Determination of serum alkaline phosphatase reference in healthy children aged 1-18 years

Mehdi Gholami Bahnemiri 1,#, Shivasadat Mirabedini 2,#, Parisa Mohammadi 1, Haniyeh Barmaki 3, Zohreh Qaffaripour 1, Masomeh Rezapour 4, Morteza Alijanpour 5,*
PMCID: PMC9659844  PMID: 36420337

Abstract

Background:

The growth and development of children affect biochemical variables. This population-based study was designed to evaluate the reference interval for alkaline phosphatase (ALP) routinely measured in the clinical laboratory.

Methods:

For this examination, 873 cases were selected among the healthy children and adolescents aged 1-18 years who referred to the endocrinology clinic of Amirkola Children's Hospital for growth evaluation. After overnight fasting, early morning blood samples were obtained to measure the ALP level and other biochemical parameters using an automatic biochemical analyzer. Subjects were categorized by age, sex, and body mass index (BMI) values. The age groups were categorized as follows: 1-4 years, 5-8 years, 9-13 years, and 14-18 years.

Results:

There was a significant difference among the age and sex categories; on the contrary, there was no meaningful variation between the two groups categorized by BMI. The reference range for ALP was 474.14-517.71 U/L for children aged 1-4 years, 273.47-871.44 U/L for 5-8 years, 215.04-893.69 U/L for 9-13 years, and 228.9-739.22 U/L for 14-18 years. Also, significant positive correlation was found between ALP with length (P=0.000, r=0.134), weight (=0.04, r=0.073), phosphorus (P) (P=0.001, r=0.122), and alanine aminotransferase (SGPT) (P=0.000, r=0.142) respectively.

Conclusion:

This project's data established a reference interval for ALP in healthy children and adolescents, which will prepare a basis for diagnosis and monitoring liver- or bone-related disorders.

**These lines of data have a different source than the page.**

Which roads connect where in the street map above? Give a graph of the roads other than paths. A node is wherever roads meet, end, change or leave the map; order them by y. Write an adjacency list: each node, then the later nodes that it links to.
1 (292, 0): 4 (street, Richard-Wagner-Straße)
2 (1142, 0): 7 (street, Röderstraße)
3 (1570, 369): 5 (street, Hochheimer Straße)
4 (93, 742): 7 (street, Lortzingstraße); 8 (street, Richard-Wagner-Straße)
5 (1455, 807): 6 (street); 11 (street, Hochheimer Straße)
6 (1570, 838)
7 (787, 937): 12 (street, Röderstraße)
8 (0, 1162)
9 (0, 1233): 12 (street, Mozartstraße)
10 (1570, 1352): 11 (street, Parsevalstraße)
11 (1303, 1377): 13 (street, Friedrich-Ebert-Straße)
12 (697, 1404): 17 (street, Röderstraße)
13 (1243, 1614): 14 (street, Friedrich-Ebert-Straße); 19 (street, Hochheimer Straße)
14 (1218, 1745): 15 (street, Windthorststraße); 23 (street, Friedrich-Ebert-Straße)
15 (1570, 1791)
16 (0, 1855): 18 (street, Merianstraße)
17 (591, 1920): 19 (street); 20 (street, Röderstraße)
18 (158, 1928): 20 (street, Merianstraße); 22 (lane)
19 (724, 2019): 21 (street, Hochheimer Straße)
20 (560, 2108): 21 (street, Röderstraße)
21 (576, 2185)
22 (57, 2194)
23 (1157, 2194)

Key Words: Children, Alkaline phosphatase, Reference interval, Biochemistry, Liver function


Alkaline phosphatase (ALP) activity presents in most body tissues, particularly in the small intestinal mucosa and the proximal convoluted tubule of the kidney, bone (osteoblasts), liver, and placenta, which is attached to membranes and cell surfaces. ALP converts phosphate esters in an alkaline environment to organic radicals and inorganic phosphates. Increased serum ALP activity originates from liver and bone; therefore, serum ALP measurement is essential in studying liver-biliary disorders and bone disease related to increased osteoblast activity (1, 2). The highest ALP activity has been found in the bone and ossifying cartilage of growing laboratory animals, indicating its role in precocious ossification (1, 3). In bone, ALP binds to type 1 collagen, preparing the skeletal matrix for the mineralization and hydrolysis of organic phosphates and transporting inorganic phosphates and calcium into the cell. It also inhibits pyrophosphate and other mineralization inhibitors by removing their phosphates (4-6). ALP is a marker for osteoblastic activity, and growing children have higher ALP levels (7-9). Even in some children, the ALP concentration may be 5 to 10 times than the adult reference interval.

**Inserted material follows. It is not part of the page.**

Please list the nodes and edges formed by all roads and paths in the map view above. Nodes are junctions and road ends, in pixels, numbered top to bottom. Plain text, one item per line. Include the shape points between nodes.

The highest ALP levels are detected during the developmental phase of childhood and adolescence (3, 9). While the reference interval is entirely dependent on age and gender in childhood, most commercial assessment kits used in the clinical laboratory have only an adult reference range and no child-specific limits.Knowing the normal range of ALP in different genders and ages is very important in interpreting the various diseases that increase or decrease their level,such as in failure to thrive,liver diseases or bone disorders.On the other hand, ALP level can change in vitamin D insufficiency or deficiency. For example, Ahmed et al. established the reference intervals for ALP levels in Pakistani children aged 1 to 17 years. The population-specific reference intervals lead to an accurate understanding of the fluctuations in ALP activity with increase (10). Due to the fact that in the extensive studies have not been conducted to determine interval reference for children in Iran, we decided to determine the reference interval of ALP in healthy Iranian children aged 1-18 years.

Methods

Study population: The total study population included 873 individuals aged 1 to 18 years. All healthy children aged 1-18 years who referred to the endocrinology clinic of Amirkola Children's Hospital were evaluated to monitor growth. Children were first asked a medical history, and then all were monitored for a full physical examination. Children with a history of known underlying diseases, including liver, kidney, heart, and bone diseases (such as rickets), were excluded from the study. Children who had abnormal physical examinations (including abnormal heart sound, enlarged liver or spleen, etc.) were excluded from the study for a complete examination. The children's height and weight were then measured and transferred to the related growth charts. Children whose height and weight fell below the 3% curve were also excluded from the study. The clinical charts for infants and older children (aged 2 to 20 years) are available in two sets. Set 1 has the outer limits of the curves at the 5th and 95th percentiles and set 2 has the outer limits of the curves at the 3rd and 97th percentiles. Pediatric endocrinologists use set 2 to assess the growth of children with special health care requirements. Infants (birth to 2 years) must be measured for length and the weight-for-age charts for infants must be plotted. At age 2 years and older, stature should be measured and the stature-for-age chart for children (2 to 20 years) must be plotted. Children's weight was measured with a digital Balas scale made in Iran with an error of 0.2 grams. Children's height was estimated with a stadiometer. Then, body mass index (BMI) was calculated based on the formula of weight (in kilograms) divided by height (in meters) in the power of two and then transferred to the BMI chart. Body weight (kg) was measured on a Seca balance scale (to the nearest 0.1 kg). To measure the height, a Harpenden fixed stadiometer was used (to the nearest 0.1 cm).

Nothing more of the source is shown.